Anti-terror arrests surged to a new record high as Britain was hit by a wave of attacks amid a "step-change" in the momentum of the threat.
In the year to the end of March 2018, a total of 441 individuals were held as part of terrorism investigations - a rate of well over one a day.
This was the highest number of arrests in a year since data collection started in 2001, and an increase of 17% compared with the previous year.
The uptick was partly driven by police operations following the five attacks in London and Manchester between March and September last year. In total, 52 arrests were made after the incidents.
It also emerged that the total number of arrests linked to suspected terrorism-related activity in Britain since the 9/11 attacks in 2001 has now passed the 4,000 mark, standing at 4,182 as of the end of March.
Metropolitan Police Assistant Commissioner Neil Basu, the national policing lead for counter-terrorism, said: "With the terrorist attacks of 2017 we saw a genuine step-change in momentum.
"As a result, our operational activity increased to meet the new and emerging threats we now face.
"A year on and our activity continues to be at unprecedented levels; shown, not least, by the fact that, in the past year, working together with the security services we have stopped an average of one terrorist attack every month.

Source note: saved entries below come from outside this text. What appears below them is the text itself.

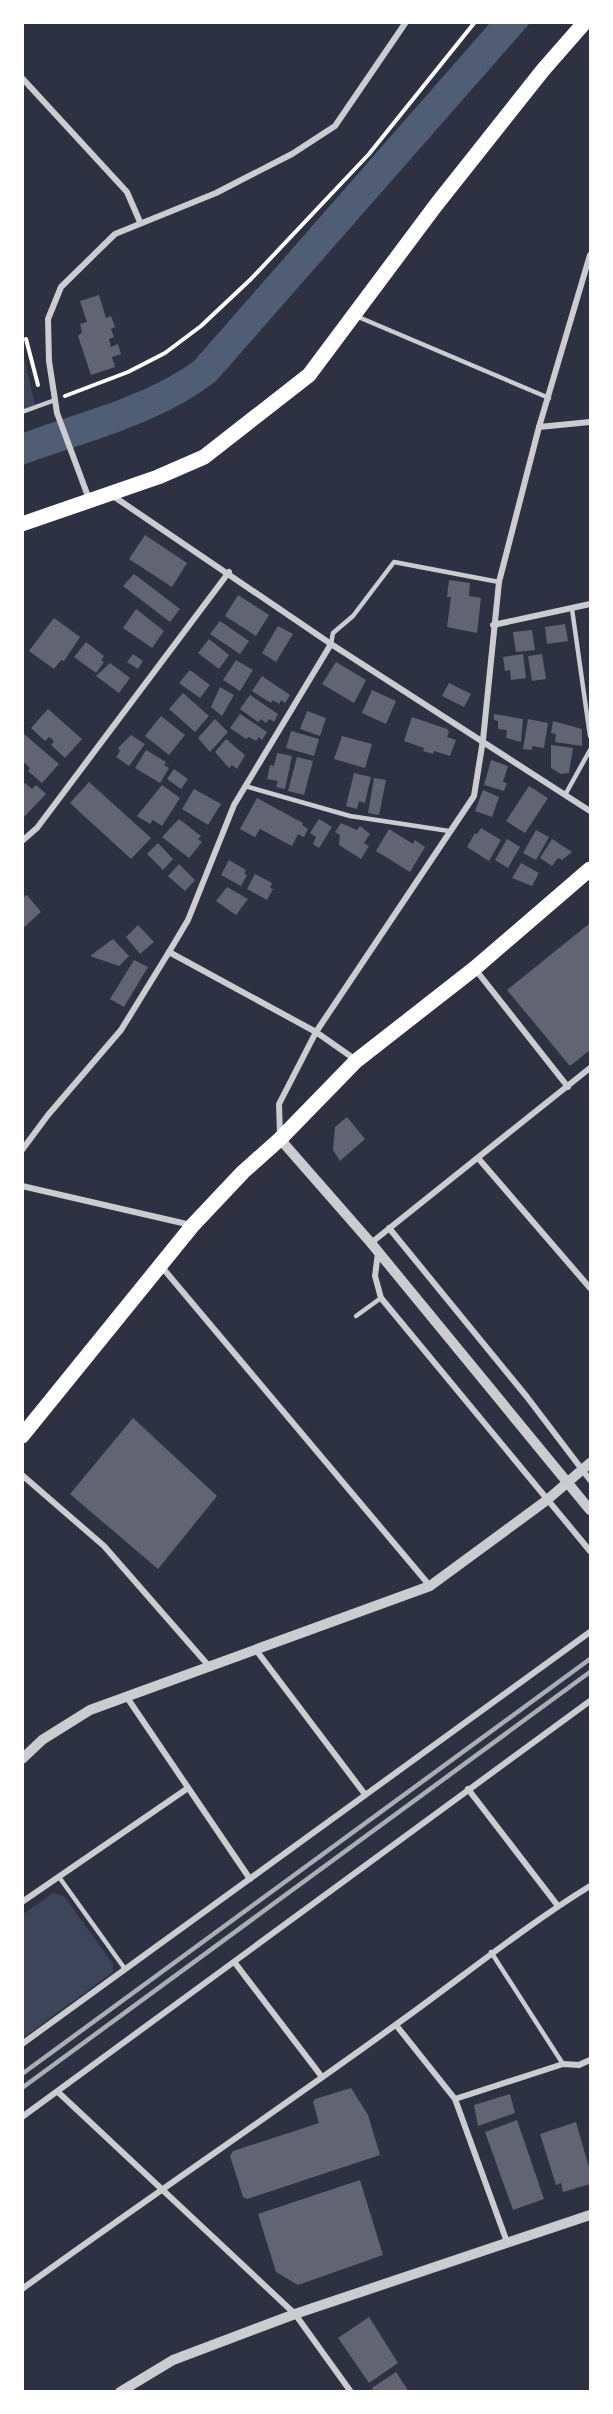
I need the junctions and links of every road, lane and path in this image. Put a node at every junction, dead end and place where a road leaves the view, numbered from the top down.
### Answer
1 (406, 22) edge
2 (475, 22) edge
3 (585, 22) edge
4 (22, 78) edge
5 (140, 222) junction
6 (591, 255) edge
7 (589, 268) edge
8 (354, 315) junction
9 (26, 339) dead end
10 (549, 398) junction
11 (55, 400) junction
12 (43, 405) junction
13 (22, 412) edge
14 (591, 422) edge
15 (539, 427) junction
16 (110, 494) junction
17 (90, 500) junction
18 (22, 524) edge
19 (229, 572) junction
20 (499, 582) junction
21 (591, 604) edge
22 (572, 609) junction
23 (493, 624) junction
24 (331, 644) junction
25 (591, 736) edge
26 (483, 740) junction
27 (591, 750) edge
28 (245, 786) junction
29 (565, 795) junction
30 (591, 811) edge
31 (449, 831) junction
32 (22, 842) edge
33 (591, 869) edge
34 (169, 952) junction
35 (475, 968) junction
36 (316, 1032) junction
37 (356, 1061) junction
38 (591, 1068) edge
39 (568, 1087) junction
40 (280, 1139) junction
41 (22, 1150) edge
42 (478, 1158) junction
43 (22, 1186) edge
44 (193, 1225) junction
45 (389, 1228) junction
46 (371, 1243) junction
47 (378, 1252) junction
48 (161, 1266) junction
49 (588, 1279) edge
50 (591, 1288) edge
51 (381, 1298) junction
52 (356, 1316) dead end
53 (22, 1436) edge
54 (583, 1469) edge
55 (22, 1475) edge
56 (591, 1480) edge
57 (551, 1496) junction
58 (591, 1510) edge
59 (591, 1551) edge
60 (430, 1586) junction
61 (591, 1632) edge
62 (256, 1650) junction
63 (208, 1665) junction
64 (126, 1695) junction
65 (591, 1701) edge
66 (22, 1759) edge
67 (188, 1788) junction
68 (468, 1789) junction
69 (364, 1793) junction
70 (59, 1877) junction
71 (250, 1879) junction
72 (591, 1886) edge
73 (22, 1902) edge
74 (558, 1906) junction
75 (490, 1952) junction
76 (235, 1963) junction
77 (125, 1969) junction
78 (396, 2025) junction
79 (22, 2044) edge
80 (591, 2060) edge
81 (563, 2064) junction
82 (322, 2077) junction
83 (58, 2092) junction
84 (455, 2099) junction
85 (22, 2117) edge
86 (162, 2187) junction
87 (591, 2215) edge
88 (507, 2242) junction
89 (22, 2289) edge
90 (295, 2314) junction
91 (120, 2391) edge
92 (351, 2391) edge

1 - 5 street
2 - 11 path
3 - 8 main road
4 - 5 street
5 - 11 street
6 - 7 street
7 - 10 street
8 - 10 lane
8 - 16 main road
9 - 12 path
10 - 15 street
11 - 12 lane
11 - 17 street
12 - 13 lane
14 - 15 street
15 - 20 street
16 - 17 main road
16 - 19 street
17 - 18 main road
19 - 24 street
19 - 32 street
20 - 23 street
20 - 24 lane
21 - 22 street
22 - 23 street
22 - 25 lane
23 - 26 street
24 - 26 street
24 - 28 street
26 - 29 street
26 - 31 street
27 - 29 lane
28 - 31 lane
28 - 34 street
29 - 30 street
31 - 36 street
33 - 35 main road
34 - 36 street
34 - 41 street
35 - 37 main road
35 - 39 street
36 - 37 street
36 - 40 street
37 - 40 main road
38 - 39 street
39 - 42 street
40 - 44 main road
40 - 46 street
42 - 45 street
42 - 49 street
43 - 44 street
44 - 48 main road
45 - 46 street
45 - 54 street
46 - 47 street
47 - 51 street
47 - 58 street
48 - 53 main road
48 - 60 street
49 - 50 street
51 - 52 lane
51 - 57 street
54 - 56 street
54 - 57 street
55 - 63 street
57 - 59 street
57 - 60 street
60 - 62 street
61 - 69 street
62 - 63 street
62 - 69 street
63 - 64 street
64 - 66 street
64 - 67 street
65 - 68 street
67 - 70 street
67 - 71 street
68 - 74 street
68 - 76 street
69 - 71 street
70 - 73 street
70 - 77 lane
71 - 77 street
72 - 74 street
74 - 75 street
75 - 78 street
75 - 81 lane
76 - 82 street
76 - 83 street
77 - 79 street
78 - 82 street
78 - 84 street
80 - 81 street
81 - 84 street
82 - 86 street
83 - 85 street
83 - 86 street
84 - 88 street
86 - 89 street
86 - 90 street
87 - 88 street
88 - 90 street
90 - 91 street
90 - 92 street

"Police, together with the security services are determined to make the UK as hostile an environment for terrorists as possible."
There were increases across nearly all age groups compared with the previous year, with a record 27 arrests of under-18s.
The figures showed that 320 of the arrests were recorded in the international category, which covers suspected activity linked to or motivated by terrorist groups based outside the UK - such as Islamic State.
As of the end of March, 228 prisoners were in custody after being charged with or convicted of terrorism-related offences.
Counter-terror agencies say they have foiled 12 Islamist and four extreme right-wing plots since March last year.